» **About this task**
Apart from the images, reproduce all of the data word for word.

Excerpts from a dataset:
* * * * *
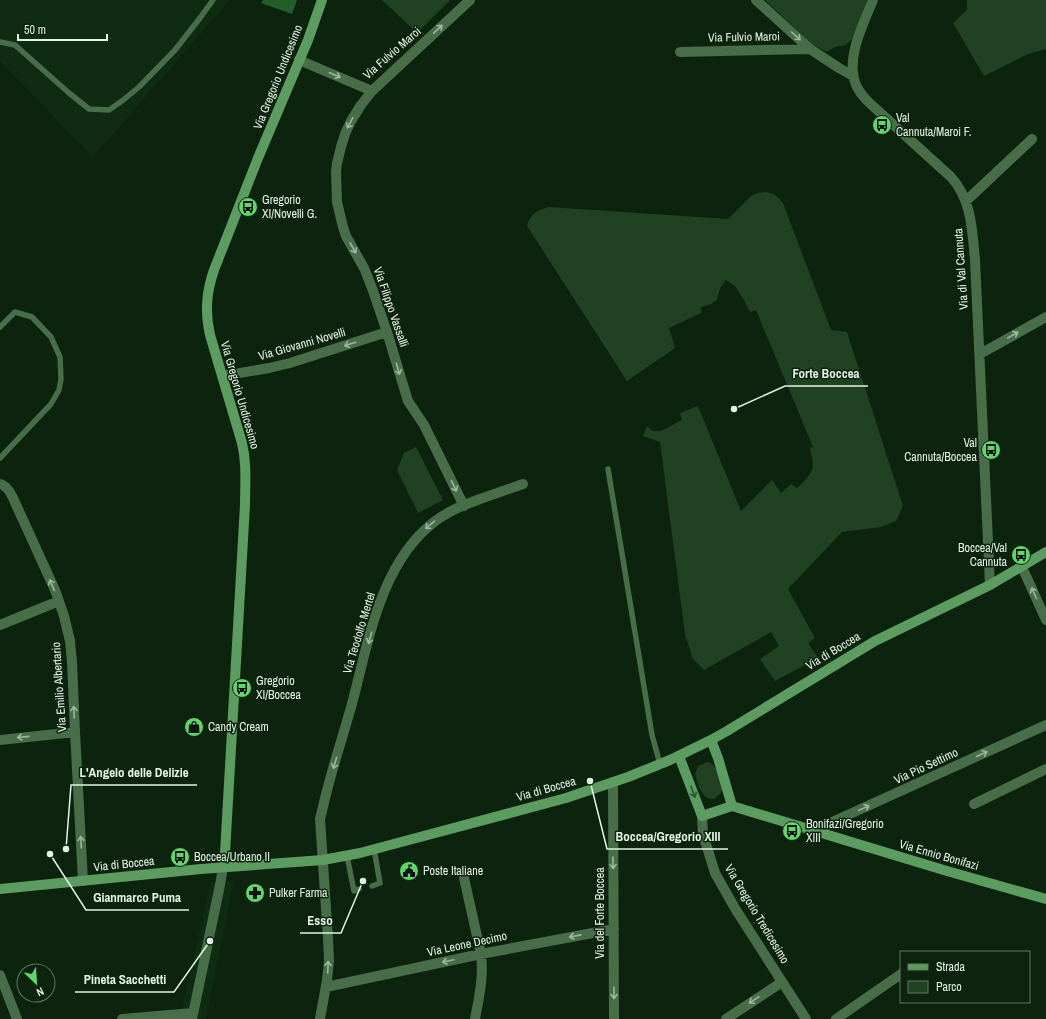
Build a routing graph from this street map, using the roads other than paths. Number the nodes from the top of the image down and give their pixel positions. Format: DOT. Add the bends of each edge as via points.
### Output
graph roads {
  1 [pos="212,0"];
  2 [pos="322,0"];
  3 [pos="470,0"];
  4 [pos="756,0"];
  5 [pos="873,0"];
  6 [pos="0,42"];
  7 [pos="810,49"];
  8 [pos="680,52"];
  9 [pos="299,60"];
  10 [pos="853,76"];
  11 [pos="372,91"];
  12 [pos="1032,139"];
  13 [pos="966,201"];
  14 [pos="1046,317"];
  15 [pos="0,327"];
  16 [pos="387,332"];
  17 [pos="980,354"];
  18 [pos="222,376"];
  19 [pos="0,458"];
  20 [pos="608,469"];
  21 [pos="0,484"];
  22 [pos="523,484"];
  23 [pos="464,506"];
  24 [pos="1046,552"];
  25 [pos="1022,567"];
  26 [pos="990,585"];
  27 [pos="59,601"];
  28 [pos="1046,620"];
  29 [pos="0,624"];
  30 [pos="1046,725"];
  31 [pos="74,732"];
  32 [pos="0,740"];
  33 [pos="711,740"];
  34 [pos="679,756"];
  35 [pos="660,764"];
  36 [pos="1046,769"];
  37 [pos="612,782"];
  38 [pos="974,804"];
  39 [pos="732,806"];
  40 [pos="702,816"];
  41 [pos="817,832"];
  42 [pos="374,849"];
  43 [pos="346,856"];
  44 [pos="323,860"];
  45 [pos="223,867"];
  46 [pos="464,878"];
  47 [pos="83,881"];
  48 [pos="372,886"];
  49 [pos="0,889"];
  50 [pos="359,889"];
  51 [pos="1046,899"];
  52 [pos="614,929"];
  53 [pos="481,954"];
  54 [pos="0,975"];
  55 [pos="900,975"];
  56 [pos="782,982"];
  57 [pos="326,987"];
  58 [pos="193,1016"];
  59 [pos="17,1019"];
  60 [pos="122,1019"];
  61 [pos="320,1019"];
  62 [pos="475,1019"];
  63 [pos="614,1019"];
  64 [pos="726,1019"];
  65 [pos="806,1019"];
  66 [pos="836,1019"];
  1 -- 6 [label="lane" via="175,50 139,87 109,110 89,109 15,44"];
  2 -- 9 [label="street, Via Gregorio Undicesimo"];
  11 -- 3 [label="street, Via Fulvio Maroi, one-way"];
  4 -- 7 [label="street, Via Fulvio Maroi, one-way"];
  5 -- 10 [label="street, Via di Val Cannuta" via="856,47"];
  7 -- 8 [label="street, Via Fulvio Maroi"];
  7 -- 10 [label="street, Via Fulvio Maroi"];
  9 -- 11 [label="street, Via Fulvio Maroi, one-way"];
  9 -- 18 [label="street, Via Gregorio Undicesimo" via="209,284 206,300 208,326"];
  10 -- 13 [label="street, Via di Val Cannuta" via="863,96 951,177"];
  11 -- 16 [label="street, Via Filippo Vassalli, one-way" via="358,109 345,134 337,163 336,190 346,236 364,268"];
  12 -- 13 [label="street"];
  13 -- 17 [label="street, Via di Val Cannuta" via="973,241"];
  17 -- 14 [label="street, one-way"];
  15 -- 19 [label="lane" via="15,312 32,317 51,337 60,357 61,379 52,404"];
  16 -- 18 [label="street, Via Giovanni Novelli, one-way" via="290,364"];
  16 -- 23 [label="street, Via Filippo Vassalli, one-way" via="408,401 424,425"];
  17 -- 26 [label="street, Via di Val Cannuta"];
  18 -- 45 [label="street, Via Gregorio Undicesimo" via="242,443 245,469"];
  20 -- 35 [label="lane" via="652,735"];
  27 -- 21 [label="street, Via Emilio Albertario, one-way" via="10,492"];
  22 -- 23 [label="street, Via Teodolfo Mertel"];
  23 -- 44 [label="street, Via Teodolfo Mertel, one-way" via="441,517 417,538 401,560 382,595 320,819"];
  24 -- 25 [label="street, Via di Boccea"];
  25 -- 26 [label="street, Via di Boccea"];
  28 -- 25 [label="street, one-way"];
  26 -- 33 [label="street, Via di Boccea" via="875,641"];
  27 -- 29 [label="street"];
  31 -- 27 [label="street, Via Emilio Albertario, one-way" via="71,651"];
  41 -- 30 [label="street, Via Pio Settimo, one-way"];
  31 -- 32 [label="street, one-way"];
  47 -- 31 [label="street, Via Emilio Albertario, one-way"];
  33 -- 34 [label="street, Via di Boccea"];
  33 -- 39 [label="street"];
  34 -- 35 [label="street, Via di Boccea"];
  34 -- 40 [label="street, one-way"];
  35 -- 37 [label="street, Via di Boccea"];
  36 -- 38 [label="street"];
  37 -- 42 [label="street, Via di Boccea" via="566,798"];
  37 -- 52 [label="street, Via del Forte Boccea, one-way"];
  39 -- 40 [label="street"];
  39 -- 41 [label="street, Via Ennio Bonifazi"];
  40 -- 56 [label="street, Via Gregorio Tredicesimo" via="703,834 715,873"];
  41 -- 51 [label="street, Via Ennio Bonifazi"];
  42 -- 43 [label="street, Via di Boccea"];
  42 -- 48 [label="lane" via="380,883"];
  43 -- 44 [label="street, Via di Boccea"];
  43 -- 50 [label="lane" via="354,891"];
  44 -- 45 [label="street, Via di Boccea"];
  57 -- 44 [label="street, Via Teodolfo Mertel, one-way" via="328,938"];
  45 -- 47 [label="street, Via di Boccea"];
  45 -- 58 [label="street"];
  46 -- 53 [label="street"];
  47 -- 49 [label="street, Via di Boccea"];
  52 -- 53 [label="street, Via Leone Decimo, one-way"];
  52 -- 63 [label="street, Via del Forte Boccea, one-way"];
  53 -- 57 [label="street, Via Leone Decimo, one-way"];
  53 -- 62 [label="street" via="482,977"];
  54 -- 59 [label="street"];
  55 -- 66 [label="street"];
  56 -- 64 [label="street, one-way"];
  56 -- 65 [label="street, Via Gregorio Tredicesimo"];
  57 -- 61 [label="street, Via Teodolfo Mertel"];
  58 -- 60 [label="street"];
}
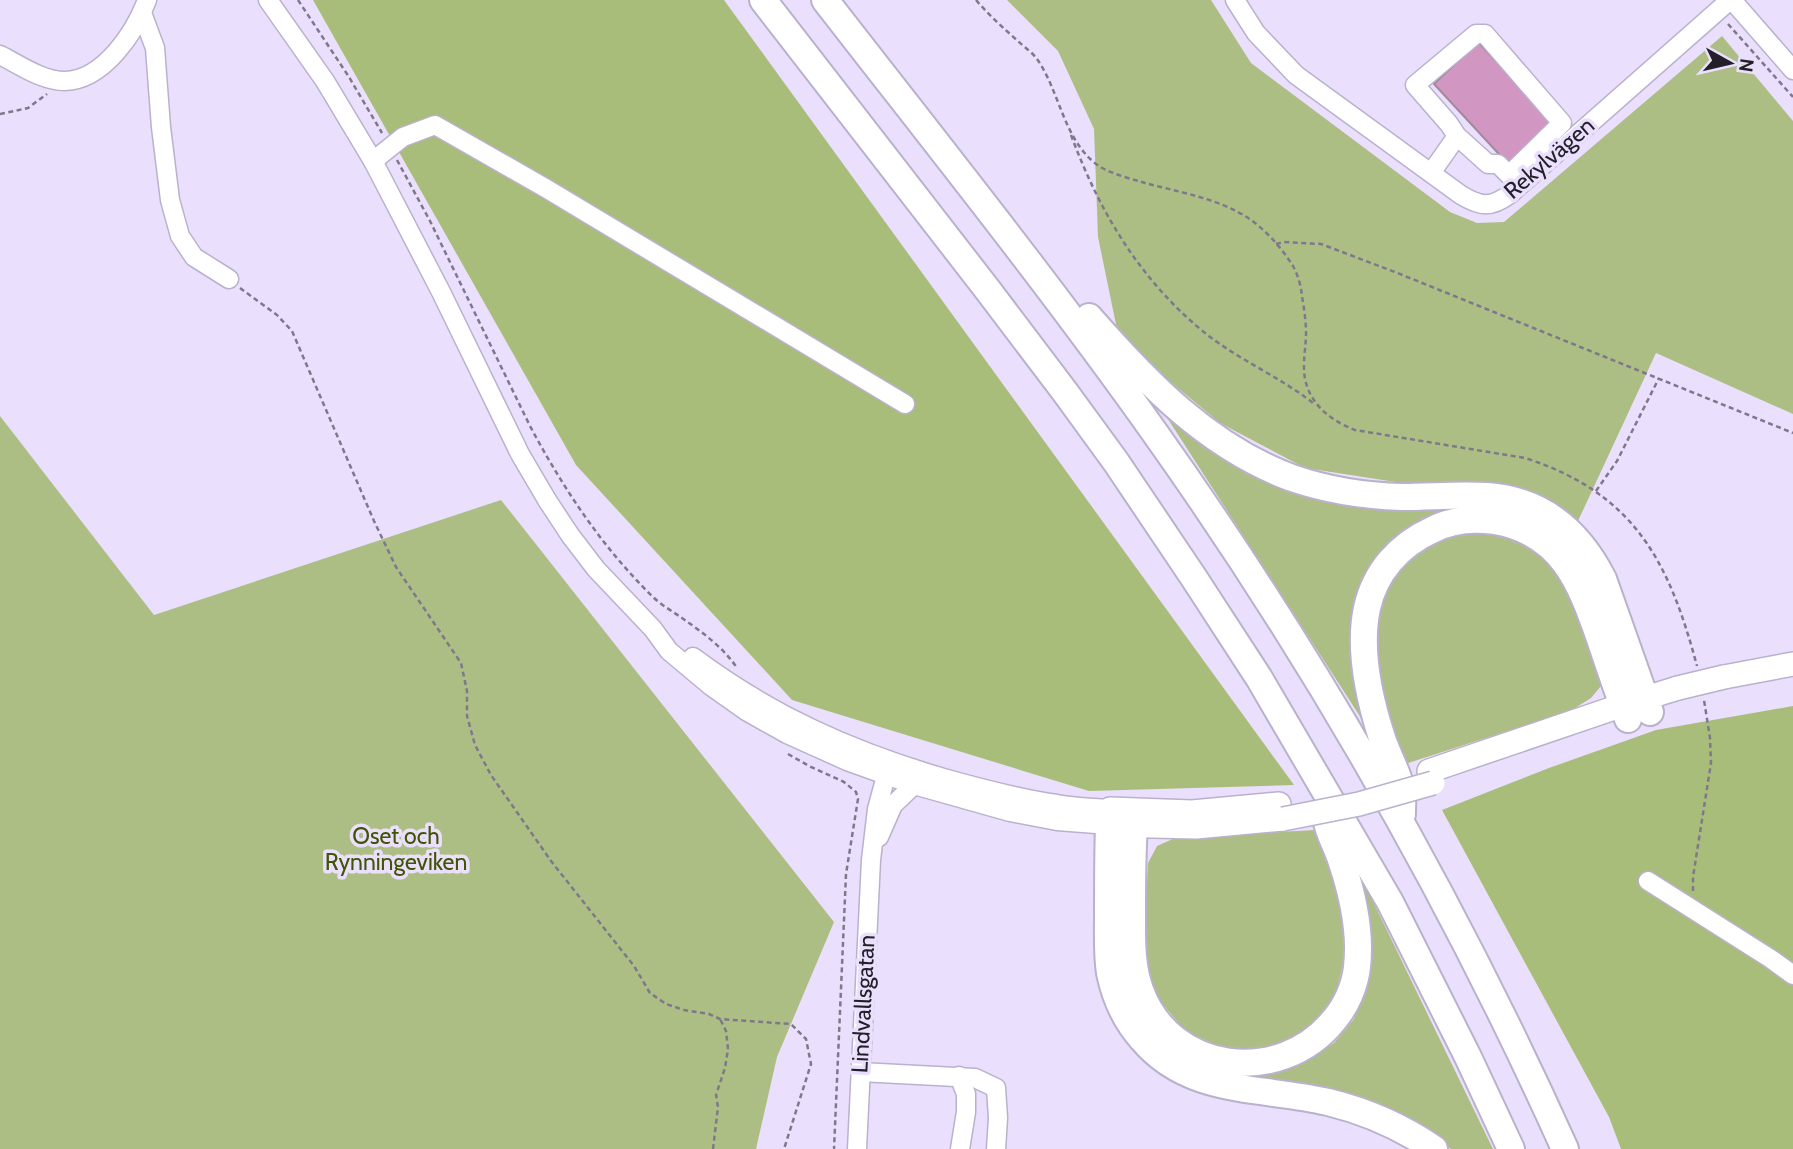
* * * * *
» **Answer to the problem**
Build a routing graph from this street map, using the roads other than paths. Number the nodes from the top of the image down and give their pixel positions. Format: DOT. Add the bends of each edge as via points.
### Output
graph roads {
  1 [pos="212,0"];
  2 [pos="322,0"];
  3 [pos="470,0"];
  4 [pos="756,0"];
  5 [pos="873,0"];
  6 [pos="0,42"];
  7 [pos="810,49"];
  8 [pos="680,52"];
  9 [pos="299,60"];
  10 [pos="853,76"];
  11 [pos="372,91"];
  12 [pos="1032,139"];
  13 [pos="966,201"];
  14 [pos="1046,317"];
  15 [pos="0,327"];
  16 [pos="387,332"];
  17 [pos="980,354"];
  18 [pos="222,376"];
  19 [pos="0,458"];
  20 [pos="608,469"];
  21 [pos="0,484"];
  22 [pos="523,484"];
  23 [pos="464,506"];
  24 [pos="1046,552"];
  25 [pos="1022,567"];
  26 [pos="990,585"];
  27 [pos="59,601"];
  28 [pos="1046,620"];
  29 [pos="0,624"];
  30 [pos="1046,725"];
  31 [pos="74,732"];
  32 [pos="0,740"];
  33 [pos="711,740"];
  34 [pos="679,756"];
  35 [pos="660,764"];
  36 [pos="1046,769"];
  37 [pos="612,782"];
  38 [pos="974,804"];
  39 [pos="732,806"];
  40 [pos="702,816"];
  41 [pos="817,832"];
  42 [pos="374,849"];
  43 [pos="346,856"];
  44 [pos="323,860"];
  45 [pos="223,867"];
  46 [pos="464,878"];
  47 [pos="83,881"];
  48 [pos="372,886"];
  49 [pos="0,889"];
  50 [pos="359,889"];
  51 [pos="1046,899"];
  52 [pos="614,929"];
  53 [pos="481,954"];
  54 [pos="0,975"];
  55 [pos="900,975"];
  56 [pos="782,982"];
  57 [pos="326,987"];
  58 [pos="193,1016"];
  59 [pos="17,1019"];
  60 [pos="122,1019"];
  61 [pos="320,1019"];
  62 [pos="475,1019"];
  63 [pos="614,1019"];
  64 [pos="726,1019"];
  65 [pos="806,1019"];
  66 [pos="836,1019"];
  1 -- 6 [label="lane" via="175,50 139,87 109,110 89,109 15,44"];
  2 -- 9 [label="street, Via Gregorio Undicesimo"];
  11 -- 3 [label="street, Via Fulvio Maroi, one-way"];
  4 -- 7 [label="street, Via Fulvio Maroi, one-way"];
  5 -- 10 [label="street, Via di Val Cannuta" via="856,47"];
  7 -- 8 [label="street, Via Fulvio Maroi"];
  7 -- 10 [label="street, Via Fulvio Maroi"];
  9 -- 11 [label="street, Via Fulvio Maroi, one-way"];
  9 -- 18 [label="street, Via Gregorio Undicesimo" via="209,284 206,300 208,326"];
  10 -- 13 [label="street, Via di Val Cannuta" via="863,96 951,177"];
  11 -- 16 [label="street, Via Filippo Vassalli, one-way" via="358,109 345,134 337,163 336,190 346,236 364,268"];
  12 -- 13 [label="street"];
  13 -- 17 [label="street, Via di Val Cannuta" via="973,241"];
  17 -- 14 [label="street, one-way"];
  15 -- 19 [label="lane" via="15,312 32,317 51,337 60,357 61,379 52,404"];
  16 -- 18 [label="street, Via Giovanni Novelli, one-way" via="290,364"];
  16 -- 23 [label="street, Via Filippo Vassalli, one-way" via="408,401 424,425"];
  17 -- 26 [label="street, Via di Val Cannuta"];
  18 -- 45 [label="street, Via Gregorio Undicesimo" via="242,443 245,469"];
  20 -- 35 [label="lane" via="652,735"];
  27 -- 21 [label="street, Via Emilio Albertario, one-way" via="10,492"];
  22 -- 23 [label="street, Via Teodolfo Mertel"];
  23 -- 44 [label="street, Via Teodolfo Mertel, one-way" via="441,517 417,538 401,560 382,595 320,819"];
  24 -- 25 [label="street, Via di Boccea"];
  25 -- 26 [label="street, Via di Boccea"];
  28 -- 25 [label="street, one-way"];
  26 -- 33 [label="street, Via di Boccea" via="875,641"];
  27 -- 29 [label="street"];
  31 -- 27 [label="street, Via Emilio Albertario, one-way" via="71,651"];
  41 -- 30 [label="street, Via Pio Settimo, one-way"];
  31 -- 32 [label="street, one-way"];
  47 -- 31 [label="street, Via Emilio Albertario, one-way"];
  33 -- 34 [label="street, Via di Boccea"];
  33 -- 39 [label="street"];
  34 -- 35 [label="street, Via di Boccea"];
  34 -- 40 [label="street, one-way"];
  35 -- 37 [label="street, Via di Boccea"];
  36 -- 38 [label="street"];
  37 -- 42 [label="street, Via di Boccea" via="566,798"];
  37 -- 52 [label="street, Via del Forte Boccea, one-way"];
  39 -- 40 [label="street"];
  39 -- 41 [label="street, Via Ennio Bonifazi"];
  40 -- 56 [label="street, Via Gregorio Tredicesimo" via="703,834 715,873"];
  41 -- 51 [label="street, Via Ennio Bonifazi"];
  42 -- 43 [label="street, Via di Boccea"];
  42 -- 48 [label="lane" via="380,883"];
  43 -- 44 [label="street, Via di Boccea"];
  43 -- 50 [label="lane" via="354,891"];
  44 -- 45 [label="street, Via di Boccea"];
  57 -- 44 [label="street, Via Teodolfo Mertel, one-way" via="328,938"];
  45 -- 47 [label="street, Via di Boccea"];
  45 -- 58 [label="street"];
  46 -- 53 [label="street"];
  47 -- 49 [label="street, Via di Boccea"];
  52 -- 53 [label="street, Via Leone Decimo, one-way"];
  52 -- 63 [label="street, Via del Forte Boccea, one-way"];
  53 -- 57 [label="street, Via Leone Decimo, one-way"];
  53 -- 62 [label="street" via="482,977"];
  54 -- 59 [label="street"];
  55 -- 66 [label="street"];
  56 -- 64 [label="street, one-way"];
  56 -- 65 [label="street, Via Gregorio Tredicesimo"];
  57 -- 61 [label="street, Via Teodolfo Mertel"];
  58 -- 60 [label="street"];
}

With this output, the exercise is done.